• ASSIGNMENT:
Transcribe the records underneath word for word, and leave no line out.

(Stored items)
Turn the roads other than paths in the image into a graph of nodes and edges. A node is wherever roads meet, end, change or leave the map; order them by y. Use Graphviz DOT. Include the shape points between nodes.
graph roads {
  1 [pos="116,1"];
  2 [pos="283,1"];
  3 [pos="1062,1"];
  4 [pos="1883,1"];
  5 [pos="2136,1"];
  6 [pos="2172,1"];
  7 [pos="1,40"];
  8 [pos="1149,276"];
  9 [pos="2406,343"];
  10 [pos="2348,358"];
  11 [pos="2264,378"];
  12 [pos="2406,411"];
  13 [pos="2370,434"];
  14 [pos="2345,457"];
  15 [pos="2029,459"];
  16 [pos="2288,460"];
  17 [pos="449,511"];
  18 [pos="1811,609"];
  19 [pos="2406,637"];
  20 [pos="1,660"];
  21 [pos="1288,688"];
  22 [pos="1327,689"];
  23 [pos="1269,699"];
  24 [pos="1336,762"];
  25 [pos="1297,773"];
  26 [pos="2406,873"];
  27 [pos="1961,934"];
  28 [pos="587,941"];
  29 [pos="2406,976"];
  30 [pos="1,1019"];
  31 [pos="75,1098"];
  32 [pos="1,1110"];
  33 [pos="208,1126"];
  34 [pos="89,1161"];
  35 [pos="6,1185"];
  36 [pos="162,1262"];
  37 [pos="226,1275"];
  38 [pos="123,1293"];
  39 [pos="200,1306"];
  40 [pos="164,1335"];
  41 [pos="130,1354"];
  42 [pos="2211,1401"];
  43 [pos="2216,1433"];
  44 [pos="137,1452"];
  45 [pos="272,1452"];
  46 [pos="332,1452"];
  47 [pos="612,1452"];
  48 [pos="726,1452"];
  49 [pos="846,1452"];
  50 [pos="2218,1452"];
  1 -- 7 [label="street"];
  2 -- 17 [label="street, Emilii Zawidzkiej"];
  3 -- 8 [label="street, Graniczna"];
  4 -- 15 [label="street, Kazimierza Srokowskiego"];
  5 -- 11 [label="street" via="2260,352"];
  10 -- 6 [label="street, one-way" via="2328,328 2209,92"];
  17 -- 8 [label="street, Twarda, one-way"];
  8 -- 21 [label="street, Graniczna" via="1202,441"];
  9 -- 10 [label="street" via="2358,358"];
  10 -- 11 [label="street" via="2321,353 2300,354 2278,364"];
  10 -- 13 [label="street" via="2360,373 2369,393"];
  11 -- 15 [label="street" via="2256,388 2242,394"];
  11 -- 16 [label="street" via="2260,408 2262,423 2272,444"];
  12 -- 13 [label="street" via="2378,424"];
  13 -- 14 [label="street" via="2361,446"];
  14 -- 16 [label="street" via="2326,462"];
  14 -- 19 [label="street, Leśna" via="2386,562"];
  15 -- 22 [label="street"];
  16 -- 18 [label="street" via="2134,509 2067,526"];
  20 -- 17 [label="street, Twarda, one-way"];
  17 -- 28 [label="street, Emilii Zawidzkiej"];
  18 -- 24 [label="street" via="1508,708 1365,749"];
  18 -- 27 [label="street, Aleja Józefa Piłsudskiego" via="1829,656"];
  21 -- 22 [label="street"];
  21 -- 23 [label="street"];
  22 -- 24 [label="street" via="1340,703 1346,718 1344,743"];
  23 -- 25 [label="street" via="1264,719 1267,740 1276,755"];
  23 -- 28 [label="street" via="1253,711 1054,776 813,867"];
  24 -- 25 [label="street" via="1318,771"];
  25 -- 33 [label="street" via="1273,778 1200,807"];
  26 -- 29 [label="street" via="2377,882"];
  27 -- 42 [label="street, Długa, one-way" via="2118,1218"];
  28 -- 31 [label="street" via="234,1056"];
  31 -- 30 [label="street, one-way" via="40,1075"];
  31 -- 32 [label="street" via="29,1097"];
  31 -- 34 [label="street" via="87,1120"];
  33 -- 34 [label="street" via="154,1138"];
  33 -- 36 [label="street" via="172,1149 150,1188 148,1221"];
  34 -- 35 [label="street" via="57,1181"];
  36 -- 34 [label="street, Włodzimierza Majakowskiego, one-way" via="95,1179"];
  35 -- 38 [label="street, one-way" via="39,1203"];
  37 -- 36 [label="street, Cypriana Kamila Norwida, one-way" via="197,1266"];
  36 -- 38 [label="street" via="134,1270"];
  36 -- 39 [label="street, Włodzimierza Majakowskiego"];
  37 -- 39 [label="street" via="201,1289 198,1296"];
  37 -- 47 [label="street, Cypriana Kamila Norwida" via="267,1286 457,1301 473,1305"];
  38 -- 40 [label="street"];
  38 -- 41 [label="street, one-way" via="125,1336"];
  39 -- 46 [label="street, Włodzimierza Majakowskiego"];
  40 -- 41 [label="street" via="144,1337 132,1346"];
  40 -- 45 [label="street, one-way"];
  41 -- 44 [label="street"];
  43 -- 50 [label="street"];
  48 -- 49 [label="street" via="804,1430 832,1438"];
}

• EXPECTED ANSWER:
Turn the roads other than paths in the image into a graph of nodes and edges. A node is wherever roads meet, end, change or leave the map; order them by y. Use Graphviz DOT. Include the shape points between nodes.
graph roads {
  1 [pos="116,1"];
  2 [pos="283,1"];
  3 [pos="1062,1"];
  4 [pos="1883,1"];
  5 [pos="2136,1"];
  6 [pos="2172,1"];
  7 [pos="1,40"];
  8 [pos="1149,276"];
  9 [pos="2406,343"];
  10 [pos="2348,358"];
  11 [pos="2264,378"];
  12 [pos="2406,411"];
  13 [pos="2370,434"];
  14 [pos="2345,457"];
  15 [pos="2029,459"];
  16 [pos="2288,460"];
  17 [pos="449,511"];
  18 [pos="1811,609"];
  19 [pos="2406,637"];
  20 [pos="1,660"];
  21 [pos="1288,688"];
  22 [pos="1327,689"];
  23 [pos="1269,699"];
  24 [pos="1336,762"];
  25 [pos="1297,773"];
  26 [pos="2406,873"];
  27 [pos="1961,934"];
  28 [pos="587,941"];
  29 [pos="2406,976"];
  30 [pos="1,1019"];
  31 [pos="75,1098"];
  32 [pos="1,1110"];
  33 [pos="208,1126"];
  34 [pos="89,1161"];
  35 [pos="6,1185"];
  36 [pos="162,1262"];
  37 [pos="226,1275"];
  38 [pos="123,1293"];
  39 [pos="200,1306"];
  40 [pos="164,1335"];
  41 [pos="130,1354"];
  42 [pos="2211,1401"];
  43 [pos="2216,1433"];
  44 [pos="137,1452"];
  45 [pos="272,1452"];
  46 [pos="332,1452"];
  47 [pos="612,1452"];
  48 [pos="726,1452"];
  49 [pos="846,1452"];
  50 [pos="2218,1452"];
  1 -- 7 [label="street"];
  2 -- 17 [label="street, Emilii Zawidzkiej"];
  3 -- 8 [label="street, Graniczna"];
  4 -- 15 [label="street, Kazimierza Srokowskiego"];
  5 -- 11 [label="street" via="2260,352"];
  10 -- 6 [label="street, one-way" via="2328,328 2209,92"];
  17 -- 8 [label="street, Twarda, one-way"];
  8 -- 21 [label="street, Graniczna" via="1202,441"];
  9 -- 10 [label="street" via="2358,358"];
  10 -- 11 [label="street" via="2321,353 2300,354 2278,364"];
  10 -- 13 [label="street" via="2360,373 2369,393"];
  11 -- 15 [label="street" via="2256,388 2242,394"];
  11 -- 16 [label="street" via="2260,408 2262,423 2272,444"];
  12 -- 13 [label="street" via="2378,424"];
  13 -- 14 [label="street" via="2361,446"];
  14 -- 16 [label="street" via="2326,462"];
  14 -- 19 [label="street, Leśna" via="2386,562"];
  15 -- 22 [label="street"];
  16 -- 18 [label="street" via="2134,509 2067,526"];
  20 -- 17 [label="street, Twarda, one-way"];
  17 -- 28 [label="street, Emilii Zawidzkiej"];
  18 -- 24 [label="street" via="1508,708 1365,749"];
  18 -- 27 [label="street, Aleja Józefa Piłsudskiego" via="1829,656"];
  21 -- 22 [label="street"];
  21 -- 23 [label="street"];
  22 -- 24 [label="street" via="1340,703 1346,718 1344,743"];
  23 -- 25 [label="street" via="1264,719 1267,740 1276,755"];
  23 -- 28 [label="street" via="1253,711 1054,776 813,867"];
  24 -- 25 [label="street" via="1318,771"];
  25 -- 33 [label="street" via="1273,778 1200,807"];
  26 -- 29 [label="street" via="2377,882"];
  27 -- 42 [label="street, Długa, one-way" via="2118,1218"];
  28 -- 31 [label="street" via="234,1056"];
  31 -- 30 [label="street, one-way" via="40,1075"];
  31 -- 32 [label="street" via="29,1097"];
  31 -- 34 [label="street" via="87,1120"];
  33 -- 34 [label="street" via="154,1138"];
  33 -- 36 [label="street" via="172,1149 150,1188 148,1221"];
  34 -- 35 [label="street" via="57,1181"];
  36 -- 34 [label="street, Włodzimierza Majakowskiego, one-way" via="95,1179"];
  35 -- 38 [label="street, one-way" via="39,1203"];
  37 -- 36 [label="street, Cypriana Kamila Norwida, one-way" via="197,1266"];
  36 -- 38 [label="street" via="134,1270"];
  36 -- 39 [label="street, Włodzimierza Majakowskiego"];
  37 -- 39 [label="street" via="201,1289 198,1296"];
  37 -- 47 [label="street, Cypriana Kamila Norwida" via="267,1286 457,1301 473,1305"];
  38 -- 40 [label="street"];
  38 -- 41 [label="street, one-way" via="125,1336"];
  39 -- 46 [label="street, Włodzimierza Majakowskiego"];
  40 -- 41 [label="street" via="144,1337 132,1346"];
  40 -- 45 [label="street, one-way"];
  41 -- 44 [label="street"];
  43 -- 50 [label="street"];
  48 -- 49 [label="street" via="804,1430 832,1438"];
}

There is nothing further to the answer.